Task:
Transcribe all of the listing below in full.

Information provided:
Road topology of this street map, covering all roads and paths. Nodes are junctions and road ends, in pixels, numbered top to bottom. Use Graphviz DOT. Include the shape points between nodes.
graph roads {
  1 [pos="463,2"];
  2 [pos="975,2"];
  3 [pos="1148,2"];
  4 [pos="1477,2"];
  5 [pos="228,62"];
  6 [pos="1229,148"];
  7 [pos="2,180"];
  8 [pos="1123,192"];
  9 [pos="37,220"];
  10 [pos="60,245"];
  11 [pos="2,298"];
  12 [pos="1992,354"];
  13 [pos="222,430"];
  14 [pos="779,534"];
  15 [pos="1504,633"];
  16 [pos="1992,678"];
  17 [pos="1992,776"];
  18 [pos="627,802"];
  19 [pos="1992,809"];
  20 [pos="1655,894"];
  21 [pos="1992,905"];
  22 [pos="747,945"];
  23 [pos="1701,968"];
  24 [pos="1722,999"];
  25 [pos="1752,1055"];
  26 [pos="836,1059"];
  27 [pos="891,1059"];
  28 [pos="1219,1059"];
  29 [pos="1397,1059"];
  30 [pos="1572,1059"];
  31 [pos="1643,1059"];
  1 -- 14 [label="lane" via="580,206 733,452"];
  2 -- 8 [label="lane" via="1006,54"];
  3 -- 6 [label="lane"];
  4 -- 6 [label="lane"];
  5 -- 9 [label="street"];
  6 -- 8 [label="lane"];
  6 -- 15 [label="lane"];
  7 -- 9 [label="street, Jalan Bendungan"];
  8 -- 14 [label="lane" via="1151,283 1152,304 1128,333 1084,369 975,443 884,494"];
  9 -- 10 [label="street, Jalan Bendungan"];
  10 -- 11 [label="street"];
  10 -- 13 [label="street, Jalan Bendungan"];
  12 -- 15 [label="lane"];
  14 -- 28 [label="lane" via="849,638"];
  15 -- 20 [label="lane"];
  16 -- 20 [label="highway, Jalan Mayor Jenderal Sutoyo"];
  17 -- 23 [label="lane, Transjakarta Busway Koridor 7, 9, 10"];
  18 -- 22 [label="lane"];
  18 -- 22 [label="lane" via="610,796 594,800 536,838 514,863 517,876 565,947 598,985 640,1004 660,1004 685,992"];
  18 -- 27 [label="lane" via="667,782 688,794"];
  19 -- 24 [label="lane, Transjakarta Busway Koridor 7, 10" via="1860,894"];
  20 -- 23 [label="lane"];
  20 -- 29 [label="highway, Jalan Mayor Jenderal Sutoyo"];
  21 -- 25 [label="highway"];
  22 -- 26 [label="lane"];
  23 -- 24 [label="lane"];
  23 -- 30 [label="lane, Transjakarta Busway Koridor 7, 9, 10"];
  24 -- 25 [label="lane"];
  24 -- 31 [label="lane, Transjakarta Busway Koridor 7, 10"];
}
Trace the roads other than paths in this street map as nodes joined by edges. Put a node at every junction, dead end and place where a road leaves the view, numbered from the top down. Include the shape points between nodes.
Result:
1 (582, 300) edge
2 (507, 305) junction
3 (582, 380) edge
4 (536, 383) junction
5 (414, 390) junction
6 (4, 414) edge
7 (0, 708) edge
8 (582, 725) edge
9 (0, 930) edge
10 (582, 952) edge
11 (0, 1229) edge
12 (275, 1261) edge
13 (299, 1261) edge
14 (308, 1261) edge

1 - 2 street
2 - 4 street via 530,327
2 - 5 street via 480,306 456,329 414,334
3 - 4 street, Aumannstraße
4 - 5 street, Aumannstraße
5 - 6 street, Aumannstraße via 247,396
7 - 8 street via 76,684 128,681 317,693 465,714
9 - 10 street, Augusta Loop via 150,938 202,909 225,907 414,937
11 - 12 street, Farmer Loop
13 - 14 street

Output below:
Road topology of this street map, covering all roads and paths. Nodes are junctions and road ends, in pixels, numbered top to bottom. Use Graphviz DOT. Include the shape points between nodes.
graph roads {
  1 [pos="463,2"];
  2 [pos="975,2"];
  3 [pos="1148,2"];
  4 [pos="1477,2"];
  5 [pos="228,62"];
  6 [pos="1229,148"];
  7 [pos="2,180"];
  8 [pos="1123,192"];
  9 [pos="37,220"];
  10 [pos="60,245"];
  11 [pos="2,298"];
  12 [pos="1992,354"];
  13 [pos="222,430"];
  14 [pos="779,534"];
  15 [pos="1504,633"];
  16 [pos="1992,678"];
  17 [pos="1992,776"];
  18 [pos="627,802"];
  19 [pos="1992,809"];
  20 [pos="1655,894"];
  21 [pos="1992,905"];
  22 [pos="747,945"];
  23 [pos="1701,968"];
  24 [pos="1722,999"];
  25 [pos="1752,1055"];
  26 [pos="836,1059"];
  27 [pos="891,1059"];
  28 [pos="1219,1059"];
  29 [pos="1397,1059"];
  30 [pos="1572,1059"];
  31 [pos="1643,1059"];
  1 -- 14 [label="lane" via="580,206 733,452"];
  2 -- 8 [label="lane" via="1006,54"];
  3 -- 6 [label="lane"];
  4 -- 6 [label="lane"];
  5 -- 9 [label="street"];
  6 -- 8 [label="lane"];
  6 -- 15 [label="lane"];
  7 -- 9 [label="street, Jalan Bendungan"];
  8 -- 14 [label="lane" via="1151,283 1152,304 1128,333 1084,369 975,443 884,494"];
  9 -- 10 [label="street, Jalan Bendungan"];
  10 -- 11 [label="street"];
  10 -- 13 [label="street, Jalan Bendungan"];
  12 -- 15 [label="lane"];
  14 -- 28 [label="lane" via="849,638"];
  15 -- 20 [label="lane"];
  16 -- 20 [label="highway, Jalan Mayor Jenderal Sutoyo"];
  17 -- 23 [label="lane, Transjakarta Busway Koridor 7, 9, 10"];
  18 -- 22 [label="lane"];
  18 -- 22 [label="lane" via="610,796 594,800 536,838 514,863 517,876 565,947 598,985 640,1004 660,1004 685,992"];
  18 -- 27 [label="lane" via="667,782 688,794"];
  19 -- 24 [label="lane, Transjakarta Busway Koridor 7, 10" via="1860,894"];
  20 -- 23 [label="lane"];
  20 -- 29 [label="highway, Jalan Mayor Jenderal Sutoyo"];
  21 -- 25 [label="highway"];
  22 -- 26 [label="lane"];
  23 -- 24 [label="lane"];
  23 -- 30 [label="lane, Transjakarta Busway Koridor 7, 9, 10"];
  24 -- 25 [label="lane"];
  24 -- 31 [label="lane, Transjakarta Busway Koridor 7, 10"];
}
Trace the roads other than paths in this street map as nodes joined by edges. Put a node at every junction, dead end and place where a road leaves the view, numbered from the top down. Include the shape points between nodes.
Result:
1 (582, 300) edge
2 (507, 305) junction
3 (582, 380) edge
4 (536, 383) junction
5 (414, 390) junction
6 (4, 414) edge
7 (0, 708) edge
8 (582, 725) edge
9 (0, 930) edge
10 (582, 952) edge
11 (0, 1229) edge
12 (275, 1261) edge
13 (299, 1261) edge
14 (308, 1261) edge

1 - 2 street
2 - 4 street via 530,327
2 - 5 street via 480,306 456,329 414,334
3 - 4 street, Aumannstraße
4 - 5 street, Aumannstraße
5 - 6 street, Aumannstraße via 247,396
7 - 8 street via 76,684 128,681 317,693 465,714
9 - 10 street, Augusta Loop via 150,938 202,909 225,907 414,937
11 - 12 street, Farmer Loop
13 - 14 street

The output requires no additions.